**ASSIGNED TASK**: Check every line of the entries below for "Highway", and copy the lines that have it.

**AVAILABLE RECORDS**:
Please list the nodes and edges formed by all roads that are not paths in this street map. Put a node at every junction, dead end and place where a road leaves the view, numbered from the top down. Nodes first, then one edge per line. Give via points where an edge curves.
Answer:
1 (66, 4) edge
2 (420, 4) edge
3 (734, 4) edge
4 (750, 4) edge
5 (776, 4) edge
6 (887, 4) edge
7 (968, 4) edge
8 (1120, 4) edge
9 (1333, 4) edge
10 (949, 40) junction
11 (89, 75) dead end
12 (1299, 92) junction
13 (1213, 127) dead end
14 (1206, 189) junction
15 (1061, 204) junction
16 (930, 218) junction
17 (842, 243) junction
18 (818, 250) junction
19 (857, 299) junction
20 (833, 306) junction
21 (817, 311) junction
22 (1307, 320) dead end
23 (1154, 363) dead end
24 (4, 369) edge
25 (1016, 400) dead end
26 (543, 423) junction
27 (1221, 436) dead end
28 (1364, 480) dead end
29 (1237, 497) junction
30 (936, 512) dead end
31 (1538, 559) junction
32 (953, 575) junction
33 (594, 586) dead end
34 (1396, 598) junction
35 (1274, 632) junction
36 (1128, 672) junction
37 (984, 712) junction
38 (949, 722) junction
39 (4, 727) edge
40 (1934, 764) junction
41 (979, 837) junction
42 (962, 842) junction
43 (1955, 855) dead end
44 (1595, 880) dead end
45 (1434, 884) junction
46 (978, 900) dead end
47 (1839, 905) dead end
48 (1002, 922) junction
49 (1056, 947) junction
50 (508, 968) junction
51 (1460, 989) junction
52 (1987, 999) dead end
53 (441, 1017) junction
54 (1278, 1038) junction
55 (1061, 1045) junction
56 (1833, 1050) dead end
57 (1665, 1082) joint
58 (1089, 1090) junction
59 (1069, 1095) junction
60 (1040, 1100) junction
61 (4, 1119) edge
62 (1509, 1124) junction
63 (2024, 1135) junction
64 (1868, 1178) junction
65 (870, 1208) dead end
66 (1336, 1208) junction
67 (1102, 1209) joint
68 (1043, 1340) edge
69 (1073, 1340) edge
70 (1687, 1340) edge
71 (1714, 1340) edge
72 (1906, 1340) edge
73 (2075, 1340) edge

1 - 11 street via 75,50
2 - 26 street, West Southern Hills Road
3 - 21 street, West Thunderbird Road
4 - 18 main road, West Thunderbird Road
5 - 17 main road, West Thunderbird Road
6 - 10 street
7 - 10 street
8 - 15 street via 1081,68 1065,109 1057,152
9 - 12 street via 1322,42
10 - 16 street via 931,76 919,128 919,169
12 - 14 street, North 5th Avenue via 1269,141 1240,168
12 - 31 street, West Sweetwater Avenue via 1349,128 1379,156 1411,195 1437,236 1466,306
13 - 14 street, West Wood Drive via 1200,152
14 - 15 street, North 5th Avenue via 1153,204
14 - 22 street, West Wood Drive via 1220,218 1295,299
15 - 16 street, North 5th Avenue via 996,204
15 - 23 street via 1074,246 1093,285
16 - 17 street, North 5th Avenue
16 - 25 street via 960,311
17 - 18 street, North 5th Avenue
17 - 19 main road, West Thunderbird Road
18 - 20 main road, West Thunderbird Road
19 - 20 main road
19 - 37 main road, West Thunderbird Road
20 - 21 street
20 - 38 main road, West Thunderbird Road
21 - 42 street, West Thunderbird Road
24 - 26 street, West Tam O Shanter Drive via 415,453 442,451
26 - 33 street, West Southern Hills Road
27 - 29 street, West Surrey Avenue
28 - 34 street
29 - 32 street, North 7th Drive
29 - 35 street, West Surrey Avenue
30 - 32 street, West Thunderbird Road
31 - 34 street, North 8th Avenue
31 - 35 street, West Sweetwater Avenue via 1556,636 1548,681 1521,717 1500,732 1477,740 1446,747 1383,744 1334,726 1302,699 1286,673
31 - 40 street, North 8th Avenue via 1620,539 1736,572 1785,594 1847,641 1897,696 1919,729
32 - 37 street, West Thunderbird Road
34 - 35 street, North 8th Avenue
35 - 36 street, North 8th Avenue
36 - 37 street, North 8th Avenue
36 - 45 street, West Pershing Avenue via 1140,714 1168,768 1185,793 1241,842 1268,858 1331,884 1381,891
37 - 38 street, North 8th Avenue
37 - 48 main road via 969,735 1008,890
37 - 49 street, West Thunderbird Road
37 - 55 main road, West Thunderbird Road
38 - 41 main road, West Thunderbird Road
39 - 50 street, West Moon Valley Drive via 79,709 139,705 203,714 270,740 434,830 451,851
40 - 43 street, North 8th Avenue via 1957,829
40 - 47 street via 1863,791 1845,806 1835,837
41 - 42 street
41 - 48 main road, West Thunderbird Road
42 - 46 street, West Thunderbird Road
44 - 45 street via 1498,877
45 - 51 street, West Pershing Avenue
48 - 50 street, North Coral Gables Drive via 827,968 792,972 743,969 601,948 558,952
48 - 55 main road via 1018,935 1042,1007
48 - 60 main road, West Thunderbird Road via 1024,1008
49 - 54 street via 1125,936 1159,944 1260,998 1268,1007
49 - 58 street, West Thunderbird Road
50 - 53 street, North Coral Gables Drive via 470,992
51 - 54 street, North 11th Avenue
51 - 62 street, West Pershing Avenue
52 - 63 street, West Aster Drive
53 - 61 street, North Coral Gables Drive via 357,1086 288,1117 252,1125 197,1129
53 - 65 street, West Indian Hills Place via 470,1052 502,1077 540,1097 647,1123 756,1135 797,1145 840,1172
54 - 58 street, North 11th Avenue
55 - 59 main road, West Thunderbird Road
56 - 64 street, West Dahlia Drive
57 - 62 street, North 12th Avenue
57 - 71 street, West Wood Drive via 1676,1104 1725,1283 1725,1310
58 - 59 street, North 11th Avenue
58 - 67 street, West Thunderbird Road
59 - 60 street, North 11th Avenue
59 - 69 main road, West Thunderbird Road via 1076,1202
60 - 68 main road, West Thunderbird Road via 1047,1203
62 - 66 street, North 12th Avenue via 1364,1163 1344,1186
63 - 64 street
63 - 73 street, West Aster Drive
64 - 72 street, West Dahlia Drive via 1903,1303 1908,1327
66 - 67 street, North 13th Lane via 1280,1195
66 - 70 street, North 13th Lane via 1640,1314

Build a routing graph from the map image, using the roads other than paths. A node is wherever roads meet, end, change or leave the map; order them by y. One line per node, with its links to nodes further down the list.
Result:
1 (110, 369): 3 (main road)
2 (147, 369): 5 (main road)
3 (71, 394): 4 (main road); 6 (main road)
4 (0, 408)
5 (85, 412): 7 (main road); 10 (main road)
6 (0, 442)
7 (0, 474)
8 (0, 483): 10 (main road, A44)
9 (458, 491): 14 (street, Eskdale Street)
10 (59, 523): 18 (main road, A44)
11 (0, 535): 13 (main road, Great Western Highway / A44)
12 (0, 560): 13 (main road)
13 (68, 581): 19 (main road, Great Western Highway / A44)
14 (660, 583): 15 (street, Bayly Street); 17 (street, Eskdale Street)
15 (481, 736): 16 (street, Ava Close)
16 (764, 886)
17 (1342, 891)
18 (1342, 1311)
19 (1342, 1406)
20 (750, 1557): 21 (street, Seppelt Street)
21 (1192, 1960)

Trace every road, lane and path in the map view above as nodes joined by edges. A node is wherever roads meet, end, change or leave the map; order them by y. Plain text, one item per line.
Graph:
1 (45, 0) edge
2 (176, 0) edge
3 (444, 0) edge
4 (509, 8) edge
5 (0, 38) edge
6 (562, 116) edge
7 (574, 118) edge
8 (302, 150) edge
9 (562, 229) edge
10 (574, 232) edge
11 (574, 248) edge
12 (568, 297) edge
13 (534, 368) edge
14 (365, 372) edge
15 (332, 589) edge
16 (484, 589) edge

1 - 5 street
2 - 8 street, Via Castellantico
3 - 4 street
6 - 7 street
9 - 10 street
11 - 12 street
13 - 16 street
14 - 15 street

**WRITTEN REPLY**:
11 (0, 535): 13 (main road, Great Western Highway / A44)
13 (68, 581): 19 (main road, Great Western Highway / A44)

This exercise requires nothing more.